Мчалась, вздымая клубы пыли, нумидийская конница: связанные женщины лежали поперек лошадей, и всадники придерживали их левой рукою. Слоны, навьюченные живым товаром, трусили за ними грузной рысцою. Впереди всех ехал Югурта; перед ним лежала пленная девочка.
Сципион вспылил, остановил войско.
— Для вас доступ в лагерь закрыт! — крикнул он. — Разве не знаешь, царевич, что женщинам запрещено находиться в лагере?
Югурта вспыхнул:
— Войско — мое.
— Войско — твое, царевич, но господин не ты, а я! Твердый, спокойный голос полководца звучал убедительно, и Югурта смутился:
— Чего требуешь?
— Отпусти женщин, если желаешь воевать под моим начальством…

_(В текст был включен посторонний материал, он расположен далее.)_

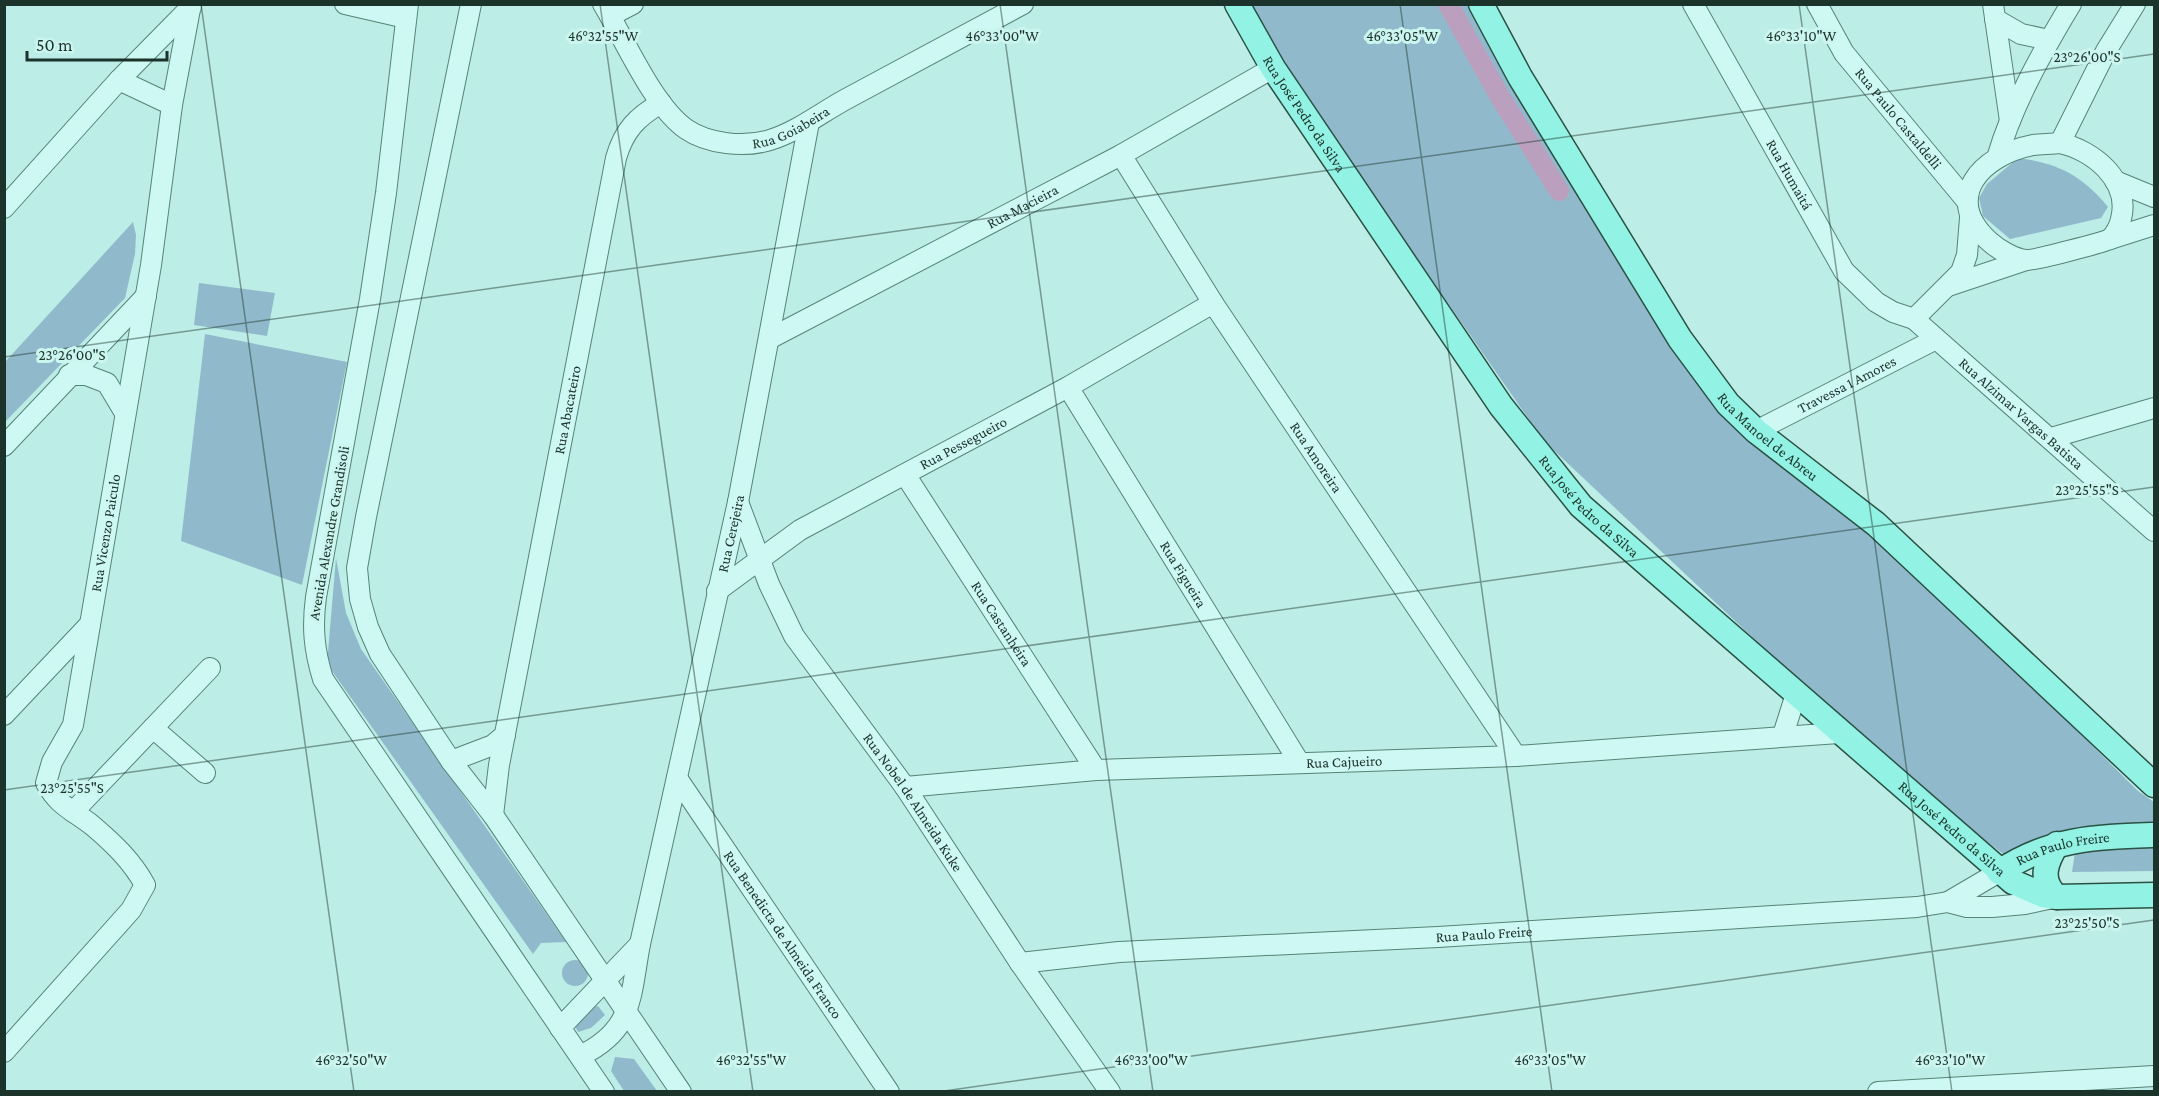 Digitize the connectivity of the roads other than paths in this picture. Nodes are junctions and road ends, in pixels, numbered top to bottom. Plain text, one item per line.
1 (345, 4) edge
2 (471, 4) edge
3 (633, 4) edge
4 (1023, 4) edge
5 (1237, 4) edge
6 (1481, 4) edge
7 (1693, 4) edge
8 (1817, 4) edge
9 (2072, 4) edge
10 (2135, 4) edge
11 (191, 6) edge
12 (606, 10) edge
13 (407, 11) edge
14 (1994, 12) edge
15 (2049, 40) junction
16 (1273, 68) junction
17 (119, 80) junction
18 (662, 103) junction
19 (172, 105) junction
20 (2010, 121) junction
21 (809, 122) junction
22 (2060, 143) junction
23 (1121, 155) junction
24 (1997, 158) junction
25 (2115, 181) junction
26 (2154, 197) edge
27 (4, 208) edge
28 (1968, 209) junction
29 (2154, 225) edge
30 (2110, 239) junction
31 (2026, 260) junction
32 (1946, 287) junction
33 (146, 296) junction
34 (1213, 303) junction
35 (1914, 319) junction
36 (769, 339) junction
37 (1936, 339) junction
38 (69, 375) junction
39 (1068, 387) junction
40 (2154, 408) edge
41 (125, 413) junction
42 (1756, 431) junction
43 (2052, 438) junction
44 (4, 446) edge
45 (906, 476) junction
46 (738, 502) junction
47 (2154, 531) edge
48 (761, 560) junction
49 (717, 591) junction
50 (90, 624) junction
51 (210, 668) dead end
52 (1796, 694) junction
53 (4, 715) edge
54 (153, 728) junction
55 (1839, 733) junction
56 (505, 735) junction
57 (1783, 735) junction
58 (1516, 756) junction
59 (451, 761) junction
60 (1299, 762) junction
61 (1096, 770) junction
62 (205, 773) dead end
63 (677, 778) junction
64 (2154, 785) edge
65 (905, 787) junction
66 (73, 812) junction
67 (492, 815) junction
68 (2154, 835) edge
69 (2057, 844) junction
70 (1999, 872) junction
71 (2154, 895) edge
72 (2057, 897) junction
73 (1948, 902) junction
74 (639, 944) junction
75 (1020, 963) junction
76 (605, 979) junction
77 (627, 1011) junction
78 (560, 1028) junction
79 (4, 1052) edge
80 (580, 1056) junction
81 (2154, 1076) edge
82 (1985, 1088) edge
83 (604, 1092) edge
84 (681, 1092) edge
85 (889, 1092) edge
86 (1110, 1092) edge
87 (1878, 1092) edge

1 - 13 street
2 - 59 street
3 - 12 street
4 - 21 street, Rua Goiabeira
5 - 16 main road, Rua José Pedro da Silva
6 - 42 main road, Rua Manoel de Abreu
7 - 35 street, Rua Humaitá
8 - 28 street, Rua Paulo Castaldelli
9 - 15 street
10 - 22 street
11 - 17 street
11 - 19 street, Rua Vicenzo Paiculo
12 - 18 street, Rua Goiabeira
13 - 78 street, Avenida Alexandre Grandisoli
14 - 15 street
14 - 20 street
15 - 20 street
16 - 23 street, Rua Macieira
16 - 52 main road, Rua José Pedro da Silva
17 - 19 street
17 - 27 street
18 - 21 street, Rua Goiabeira
18 - 56 street, Rua Abacateiro
19 - 33 street, Rua Vicenzo Paiculo
20 - 24 street
21 - 36 street, Rua Cerejeira
22 - 24 street
22 - 25 street
23 - 34 street, Rua Amoreira
23 - 36 street, Rua Macieira
24 - 28 street
25 - 26 street
25 - 30 street
28 - 31 street
28 - 32 street
29 - 30 street
30 - 31 street
31 - 32 street
32 - 35 street
33 - 38 street
33 - 41 street, Rua Vicenzo Paiculo
34 - 39 street, Rua Pessegueiro
34 - 58 street, Rua Amoreira
35 - 37 street, Rua Alzimar Vargas Batista
36 - 46 street, Rua Cerejeira
37 - 42 street, Travessa 1 Amores
37 - 43 street, Rua Alzimar Vargas Batista
38 - 41 street
38 - 44 street
39 - 45 street, Rua Pessegueiro
39 - 60 street, Rua Figueira
40 - 43 street
41 - 50 street, Rua Vicenzo Paiculo
42 - 64 main road, Rua Manoel de Abreu
43 - 47 street, Rua Alzimar Vargas Batista
45 - 48 street, Rua Pessegueiro
45 - 61 street, Rua Castanheira
46 - 48 street, Rua Nobel de Almeida Kuke
46 - 49 street, Rua Cerejeira
48 - 49 street, Rua Pessegueiro
48 - 65 street, Rua Nobel de Almeida Kuke
49 - 63 street, Rua Cerejeira
50 - 53 street
50 - 66 street, Rua Vicenzo Paiculo
51 - 54 street
52 - 55 main road, Rua José Pedro da Silva
52 - 57 street
54 - 62 street
54 - 66 street
55 - 57 street, Rua Cajueiro
55 - 70 main road, Rua José Pedro da Silva
56 - 59 street
56 - 67 street, Rua Abacateiro
57 - 58 street, Rua Cajueiro
58 - 60 street, Rua Cajueiro
59 - 67 street
60 - 61 street, Rua Cajueiro
61 - 65 street, Rua Cajueiro
63 - 74 street, Rua Cerejeira
63 - 85 street, Rua Benedicta de Almeida Franco
65 - 75 street, Rua Nobel de Almeida Kuke
66 - 79 street, Rua Vicenzo Paiculo
67 - 76 street
68 - 69 main road, Rua Paulo Freire
69 - 70 main road, Rua Paulo Freire
69 - 72 main road
70 - 72 main road, Rua José Pedro da Silva
70 - 73 street, Rua Paulo Freire
71 - 72 main road, Rua Paulo Freire
72 - 73 street, Rua Paulo Freire
73 - 75 street, Rua Paulo Freire
74 - 76 street
74 - 77 street, Rua Cerejeira
75 - 86 street, Rua Nobel de Almeida Kuke
76 - 77 street
76 - 78 street
77 - 80 street
77 - 84 street
78 - 80 street, Avenida Alexandre Grandisoli
80 - 83 street, Avenida Alexandre Grandisoli
81 - 82 street
82 - 87 street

Глаза Югурты странно засверкали, и его гортанный говор всполошил всадников: послышался ропот, угрозы, брань, злобный смех. Югурта прокричал какие-то слова пронзительно-дико и, приподняв на вытянутой руке девочку, уронил ее на землю. И в ту же минуту всадники и вожаки слонов, не обращая внимания на женские визгливые вскрики, принялись бросать пленниц, не заботясь о том, что падение на сухую каменистую землю грозило сильными ушибами.
— Теперь проезд свободен? — криво улыбнулся Югурта, едва владея собою.
— Благодарю тебя за службу, царевич! Ты честно выполнил мое приказание: твоя конница заслужила законный отдых.
XVIII
Куда бы ни пошел Тиберий, куда бы ни взглянул в общественных местах — всюду перед его глазами вырисовывались полуграмотные надписи плебеев: «Гракх, защити нас», «Дай нам землю», «Защити от притеснений богачей», «Мы разорены», «У меня за долги отняли последний клочок земли», «Я голодаю», «Я — нищий».
В первый раз он увидел надписи на Табулярии, здании государственного архива, расположенного на склоне Капитолия, над форумом. Двенадцать стройных, как римские девочки, дорических полуколонн с простенькими капителями высились по бокам каждой из одиннадцати арок и составляли одно целое — затейливую рамку вокруг них. И все это было испещрено надписями, нацарапанными острым инструментом; попадалась неразборчивая скоропись. Даже на верхнем ярусе аркад ионического стиля красовалась черная надпись углем: «Гракх, борись! Будешь нашим трибуном».
Тиберий понимал всю важность шага, который он собирался предпринять; закон был надеждою плебеев, пришедших из деревень: разоренные земледельцы мечтали о получении новых участков, ремесленники из хлебопашцев хотели вернуться в деревню, чтобы заняться земледелием: город с его шумом и деловой толчеей подавлял бедняков; голодные, необеспеченные заказами, неуверенные в завтрашнем дне, они ожидали от Гракха облегчения своей участи. Тиберий знал об этом, и честолюбие толкало его посвятить свою жизнь благу народа.